-- Work item --
In the records below, find each line with "pixels" and copy it.

-- Supplied data --

....

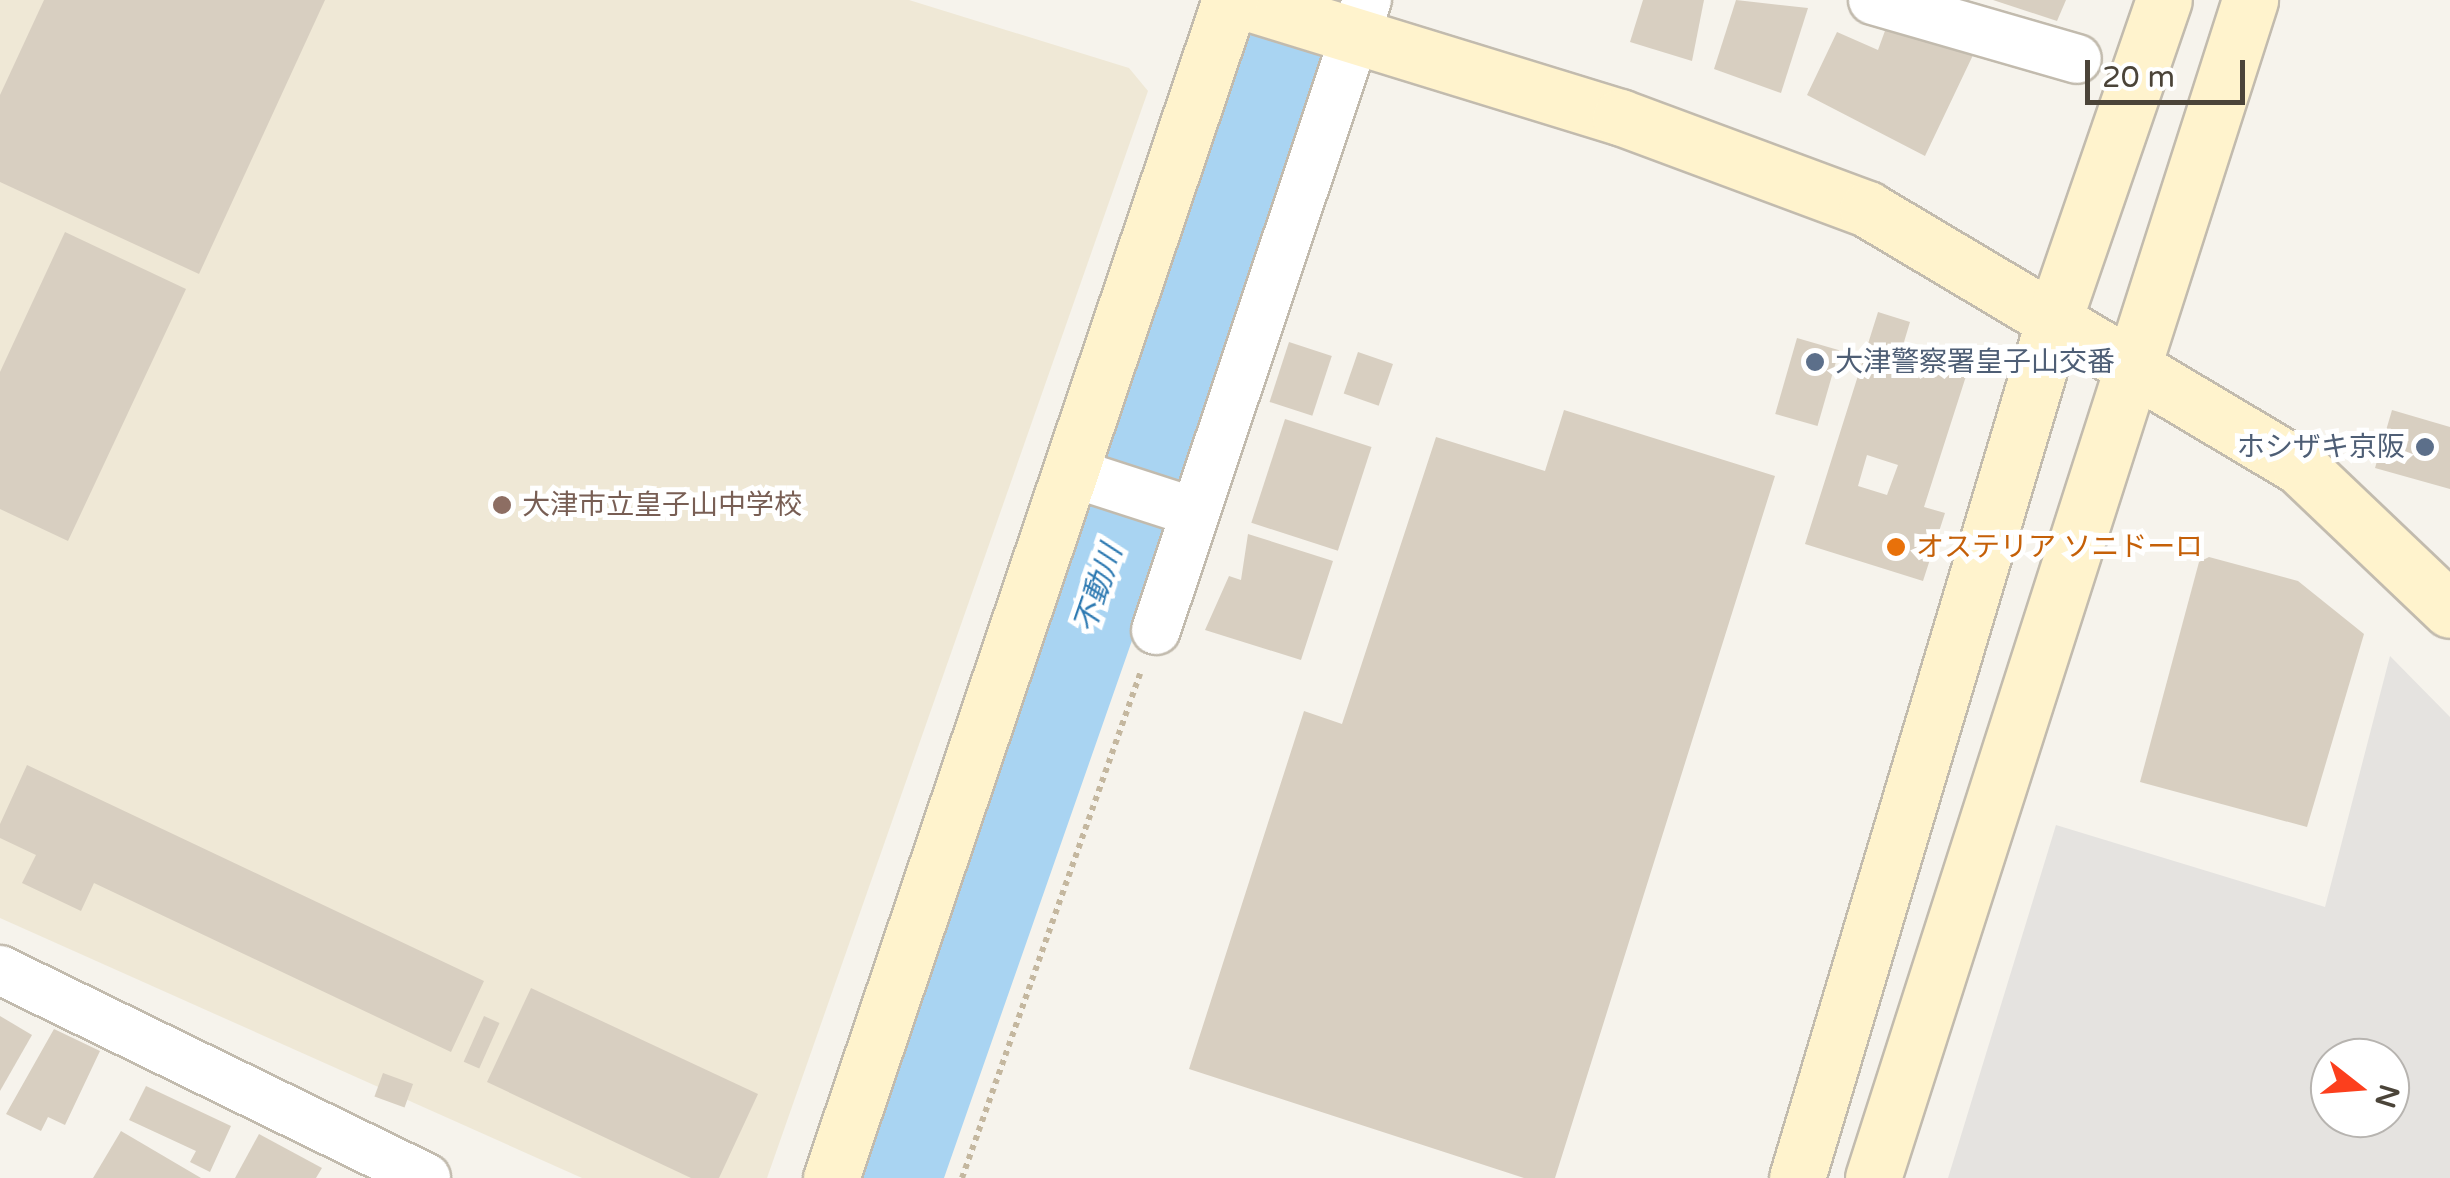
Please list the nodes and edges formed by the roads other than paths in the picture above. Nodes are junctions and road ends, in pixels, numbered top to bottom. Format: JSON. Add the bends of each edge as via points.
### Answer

....

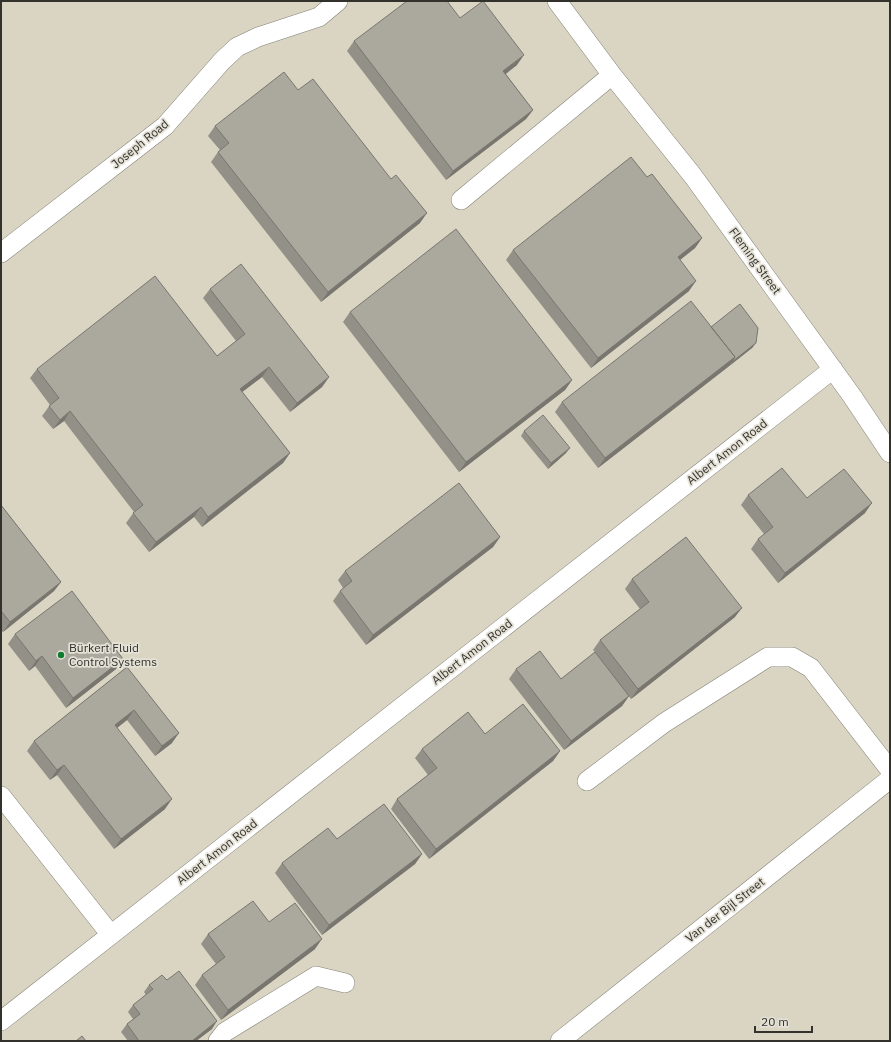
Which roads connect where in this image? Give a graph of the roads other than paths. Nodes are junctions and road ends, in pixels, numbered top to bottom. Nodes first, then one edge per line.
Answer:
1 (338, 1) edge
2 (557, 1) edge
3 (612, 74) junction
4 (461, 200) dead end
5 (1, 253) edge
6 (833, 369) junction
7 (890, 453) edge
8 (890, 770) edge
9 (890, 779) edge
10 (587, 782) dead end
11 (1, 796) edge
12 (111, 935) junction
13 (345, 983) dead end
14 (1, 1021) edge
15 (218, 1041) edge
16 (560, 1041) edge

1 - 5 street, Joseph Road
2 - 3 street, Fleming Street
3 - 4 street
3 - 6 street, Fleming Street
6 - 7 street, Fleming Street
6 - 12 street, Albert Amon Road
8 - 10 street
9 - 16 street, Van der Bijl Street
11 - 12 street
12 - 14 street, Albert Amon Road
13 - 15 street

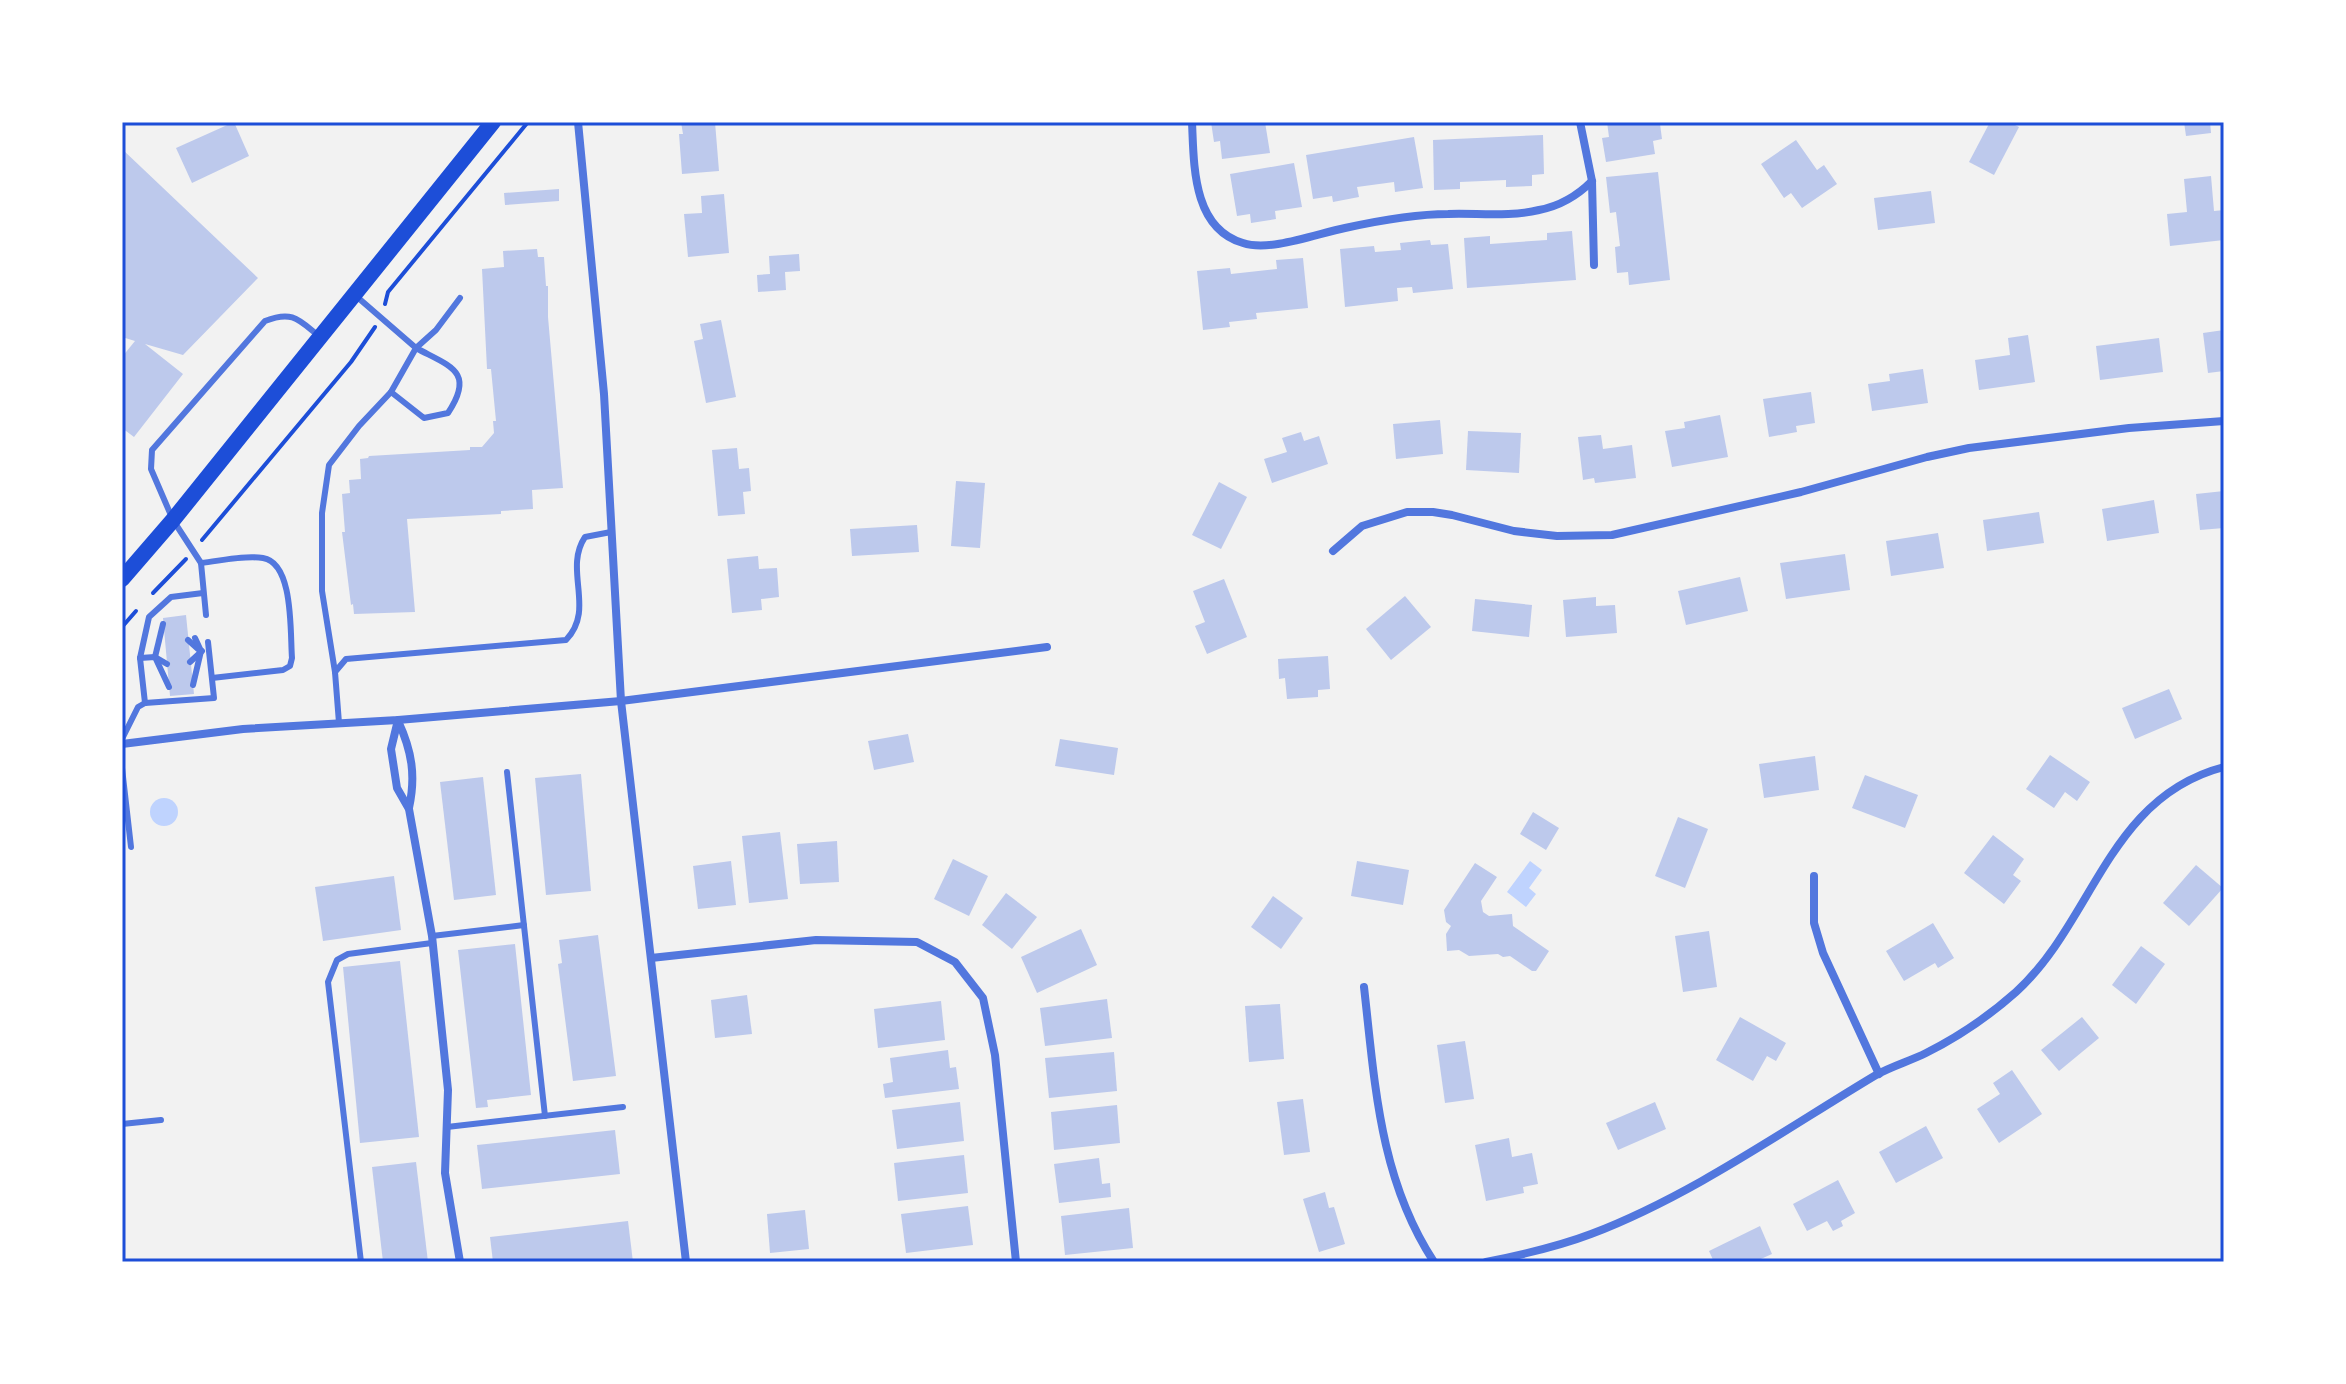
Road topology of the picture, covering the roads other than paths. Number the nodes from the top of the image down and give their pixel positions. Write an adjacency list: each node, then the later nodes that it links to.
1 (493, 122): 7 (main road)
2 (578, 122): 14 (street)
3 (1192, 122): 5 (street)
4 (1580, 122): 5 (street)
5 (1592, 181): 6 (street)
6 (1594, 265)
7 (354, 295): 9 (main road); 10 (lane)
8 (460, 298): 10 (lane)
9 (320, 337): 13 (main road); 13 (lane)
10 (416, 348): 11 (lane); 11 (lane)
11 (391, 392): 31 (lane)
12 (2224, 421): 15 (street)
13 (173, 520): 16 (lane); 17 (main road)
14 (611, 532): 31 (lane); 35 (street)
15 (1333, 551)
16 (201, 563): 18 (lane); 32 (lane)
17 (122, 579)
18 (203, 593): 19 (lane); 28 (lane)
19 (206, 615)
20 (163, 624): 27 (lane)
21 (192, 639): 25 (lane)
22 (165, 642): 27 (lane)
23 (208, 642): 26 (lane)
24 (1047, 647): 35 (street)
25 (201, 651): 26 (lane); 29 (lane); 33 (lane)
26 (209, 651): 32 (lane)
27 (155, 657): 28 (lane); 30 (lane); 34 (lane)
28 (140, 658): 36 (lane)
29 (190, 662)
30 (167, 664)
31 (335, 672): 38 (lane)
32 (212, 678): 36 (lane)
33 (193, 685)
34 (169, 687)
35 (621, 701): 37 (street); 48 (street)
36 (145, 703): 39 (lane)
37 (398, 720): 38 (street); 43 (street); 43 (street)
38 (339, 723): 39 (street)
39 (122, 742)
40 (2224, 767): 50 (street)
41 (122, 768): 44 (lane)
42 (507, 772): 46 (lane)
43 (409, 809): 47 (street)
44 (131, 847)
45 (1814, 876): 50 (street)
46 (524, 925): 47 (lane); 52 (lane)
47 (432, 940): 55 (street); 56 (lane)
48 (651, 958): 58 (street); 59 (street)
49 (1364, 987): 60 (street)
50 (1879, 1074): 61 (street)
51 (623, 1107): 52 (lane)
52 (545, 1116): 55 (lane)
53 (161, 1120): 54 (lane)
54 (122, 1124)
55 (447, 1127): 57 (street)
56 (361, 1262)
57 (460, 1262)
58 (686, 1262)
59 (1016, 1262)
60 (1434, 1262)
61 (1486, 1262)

....

-- Exercise answer --
Please list the nodes and edges formed by the roads other than paths in the picture above. Nodes are junctions and road ends, in pixels, numbered top to bottom. Format: JSON. Add the bends of each edge as via points.
Which roads connect where in this image? Give a graph of the roads other than paths. Nodes are junctions and road ends, in pixels, numbered top to bottom. Nodes first, then one edge per line.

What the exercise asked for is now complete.